Business Email Compromise is less about malware and more about deception, social engineering, and exploiting trust within organizations. Effective investigation demands not only technical expertise analyzing telemetry and authentication data but also a solid understanding of business context and communication patterns.

A layered defense combining strong technical controls, user education, and clear financial policies is your best strategy to prevent and detect these attacks early.

Frequently Asked Questions (FAQ)

What is Business Email Compromise (BEC) and how does it work?

Business Email Compromise is a targeted cyberattack where threat actors impersonate a trusted party—like a CEO or vendor—via email to trick employees into transferring money or sharing sensitive data. These attacks rely heavily on social engineering and are typically difficult to detect because they mimic normal business communication.

How is BEC different from phishing attacks?

While phishing is often broad and generic, BEC attacks are targeted, context-aware, and involve impersonation of known individuals or organizations. BEC relies more on deception and psychological manipulation than malicious links or attachments.

What are the first signs of a BEC attack?

Early signs of BEC include vague or urgent emails from executives, unexpected requests to change payment instructions, and detection alerts such as mailbox rule changes or logins from unusual locations.
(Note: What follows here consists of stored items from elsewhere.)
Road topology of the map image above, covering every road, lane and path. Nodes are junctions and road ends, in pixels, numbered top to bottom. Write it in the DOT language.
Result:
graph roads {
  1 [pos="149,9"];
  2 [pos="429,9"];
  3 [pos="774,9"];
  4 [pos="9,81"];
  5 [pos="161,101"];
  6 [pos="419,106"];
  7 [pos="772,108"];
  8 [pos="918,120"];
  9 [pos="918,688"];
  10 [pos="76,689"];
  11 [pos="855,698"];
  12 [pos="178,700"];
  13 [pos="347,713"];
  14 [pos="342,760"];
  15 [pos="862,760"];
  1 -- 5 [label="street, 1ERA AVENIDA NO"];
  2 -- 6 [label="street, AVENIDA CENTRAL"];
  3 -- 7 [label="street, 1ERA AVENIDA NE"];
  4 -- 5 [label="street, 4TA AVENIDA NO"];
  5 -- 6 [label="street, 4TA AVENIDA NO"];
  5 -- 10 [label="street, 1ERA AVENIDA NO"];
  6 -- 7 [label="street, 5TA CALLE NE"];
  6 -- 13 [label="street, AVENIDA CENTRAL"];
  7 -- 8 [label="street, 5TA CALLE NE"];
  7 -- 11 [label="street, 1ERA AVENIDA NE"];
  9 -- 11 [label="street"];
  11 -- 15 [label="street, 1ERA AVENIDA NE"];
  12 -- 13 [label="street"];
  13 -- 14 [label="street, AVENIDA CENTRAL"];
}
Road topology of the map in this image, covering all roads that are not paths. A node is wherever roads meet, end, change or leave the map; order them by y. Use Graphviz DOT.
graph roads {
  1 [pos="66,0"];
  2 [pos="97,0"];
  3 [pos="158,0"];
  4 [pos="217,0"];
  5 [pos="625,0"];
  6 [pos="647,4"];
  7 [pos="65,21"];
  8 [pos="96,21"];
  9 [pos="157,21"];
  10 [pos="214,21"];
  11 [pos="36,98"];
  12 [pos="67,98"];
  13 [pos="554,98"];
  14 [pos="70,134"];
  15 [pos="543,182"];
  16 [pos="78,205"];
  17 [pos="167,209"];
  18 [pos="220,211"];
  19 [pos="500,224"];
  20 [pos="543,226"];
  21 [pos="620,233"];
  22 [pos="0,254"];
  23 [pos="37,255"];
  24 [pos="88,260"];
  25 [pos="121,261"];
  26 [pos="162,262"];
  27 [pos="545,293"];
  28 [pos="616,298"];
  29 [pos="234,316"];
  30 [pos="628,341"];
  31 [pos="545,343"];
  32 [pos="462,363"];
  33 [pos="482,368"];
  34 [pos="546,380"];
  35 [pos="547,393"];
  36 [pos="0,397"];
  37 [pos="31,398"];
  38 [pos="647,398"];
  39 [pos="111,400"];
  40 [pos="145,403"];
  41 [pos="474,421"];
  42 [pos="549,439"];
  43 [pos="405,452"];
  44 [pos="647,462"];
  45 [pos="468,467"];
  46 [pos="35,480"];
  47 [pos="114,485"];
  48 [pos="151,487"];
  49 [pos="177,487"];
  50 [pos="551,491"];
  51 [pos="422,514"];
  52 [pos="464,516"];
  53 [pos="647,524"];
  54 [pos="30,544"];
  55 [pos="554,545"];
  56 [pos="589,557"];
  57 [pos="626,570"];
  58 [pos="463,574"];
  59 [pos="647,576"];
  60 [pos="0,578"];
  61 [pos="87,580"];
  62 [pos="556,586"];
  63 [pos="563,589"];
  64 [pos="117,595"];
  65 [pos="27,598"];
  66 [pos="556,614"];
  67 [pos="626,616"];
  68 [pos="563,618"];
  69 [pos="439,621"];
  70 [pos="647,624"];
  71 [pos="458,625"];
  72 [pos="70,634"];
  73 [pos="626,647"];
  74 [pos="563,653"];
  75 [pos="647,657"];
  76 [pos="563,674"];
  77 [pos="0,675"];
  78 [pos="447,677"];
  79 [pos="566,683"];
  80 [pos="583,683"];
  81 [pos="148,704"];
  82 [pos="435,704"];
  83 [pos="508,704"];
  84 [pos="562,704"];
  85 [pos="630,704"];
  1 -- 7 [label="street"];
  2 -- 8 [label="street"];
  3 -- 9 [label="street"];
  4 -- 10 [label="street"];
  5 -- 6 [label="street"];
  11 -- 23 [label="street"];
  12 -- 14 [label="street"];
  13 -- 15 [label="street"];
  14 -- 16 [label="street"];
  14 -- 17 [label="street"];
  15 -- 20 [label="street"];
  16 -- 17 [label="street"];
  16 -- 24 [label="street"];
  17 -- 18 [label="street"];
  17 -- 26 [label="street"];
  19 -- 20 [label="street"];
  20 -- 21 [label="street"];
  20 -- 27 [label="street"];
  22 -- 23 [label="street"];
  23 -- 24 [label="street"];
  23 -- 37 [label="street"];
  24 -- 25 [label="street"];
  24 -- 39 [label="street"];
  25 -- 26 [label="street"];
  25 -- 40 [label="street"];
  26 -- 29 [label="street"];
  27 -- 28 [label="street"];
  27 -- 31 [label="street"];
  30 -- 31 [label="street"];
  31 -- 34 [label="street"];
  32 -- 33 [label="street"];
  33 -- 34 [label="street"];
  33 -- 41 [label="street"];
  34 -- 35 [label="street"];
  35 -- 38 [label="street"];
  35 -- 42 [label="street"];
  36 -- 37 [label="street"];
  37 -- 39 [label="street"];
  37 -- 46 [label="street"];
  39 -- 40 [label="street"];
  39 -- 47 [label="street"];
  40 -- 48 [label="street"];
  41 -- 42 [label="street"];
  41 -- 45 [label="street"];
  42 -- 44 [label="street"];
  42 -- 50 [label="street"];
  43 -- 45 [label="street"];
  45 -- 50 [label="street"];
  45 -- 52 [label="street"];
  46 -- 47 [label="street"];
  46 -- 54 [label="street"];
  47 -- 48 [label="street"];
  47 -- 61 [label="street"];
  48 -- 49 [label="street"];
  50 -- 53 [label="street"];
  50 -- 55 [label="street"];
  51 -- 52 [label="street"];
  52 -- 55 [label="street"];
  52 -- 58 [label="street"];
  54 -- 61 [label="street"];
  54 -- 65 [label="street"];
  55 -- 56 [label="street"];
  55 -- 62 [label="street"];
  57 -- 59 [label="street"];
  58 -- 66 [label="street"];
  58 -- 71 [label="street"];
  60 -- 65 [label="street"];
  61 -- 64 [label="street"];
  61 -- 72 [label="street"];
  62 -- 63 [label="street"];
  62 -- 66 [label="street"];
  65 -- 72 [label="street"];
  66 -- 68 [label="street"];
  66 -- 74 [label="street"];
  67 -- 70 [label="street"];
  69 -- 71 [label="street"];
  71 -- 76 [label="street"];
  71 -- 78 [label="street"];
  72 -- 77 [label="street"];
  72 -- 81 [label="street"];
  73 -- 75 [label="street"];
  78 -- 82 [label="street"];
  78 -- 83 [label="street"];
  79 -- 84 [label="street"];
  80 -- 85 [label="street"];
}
Suspicious sender domains and missing or failing email authentication (SPF, DKIM, DMARC) are also key indicators.

How can you investigate a suspected BEC email?

To investigate a BEC email, start by retrieving the original message—not a forwarded copy—and analyze the full headers, including Return-Path and authentication results. You should also review behavioral signals like login anomalies, mailbox rules, and OAuth token activity to identify compromise or intent.

What tools or logs help confirm BEC account compromise?

Authentication logs from identity providers like Azure AD or Okta, audit trails from email platforms like Microsoft 365, and SIEM alerts are essential for confirming BEC compromise. Look for MFA bypasses, unusual IP logins, and the creation of inbox rules that enable stealthy access.

Can BEC attacks spread laterally within an organization?

Yes, once an account is compromised, attackers often move laterally by messaging other employees or accessing shared resources. Analysts should check for unauthorized OAuth grants, credential reuse, and mailbox exports that may indicate data theft or persistence.

What are the most effective ways to prevent BEC attacks?

Key BEC prevention measures include enforcing multi-factor authentication, blocking external email forwarding, deploying DMARC with a reject policy, and educating users on how to verify unusual requests. Monitoring login patterns and mailbox rule changes also helps detect attacks early.

What metrics show the impact of a strong BEC investigation and response?

SOC teams that implement structured BEC detection and investigation workflows often see a reduction in dwell time and mean time to respond (MTTR). Faster containment of mailbox compromises reduces financial risk and limits potential data exposure.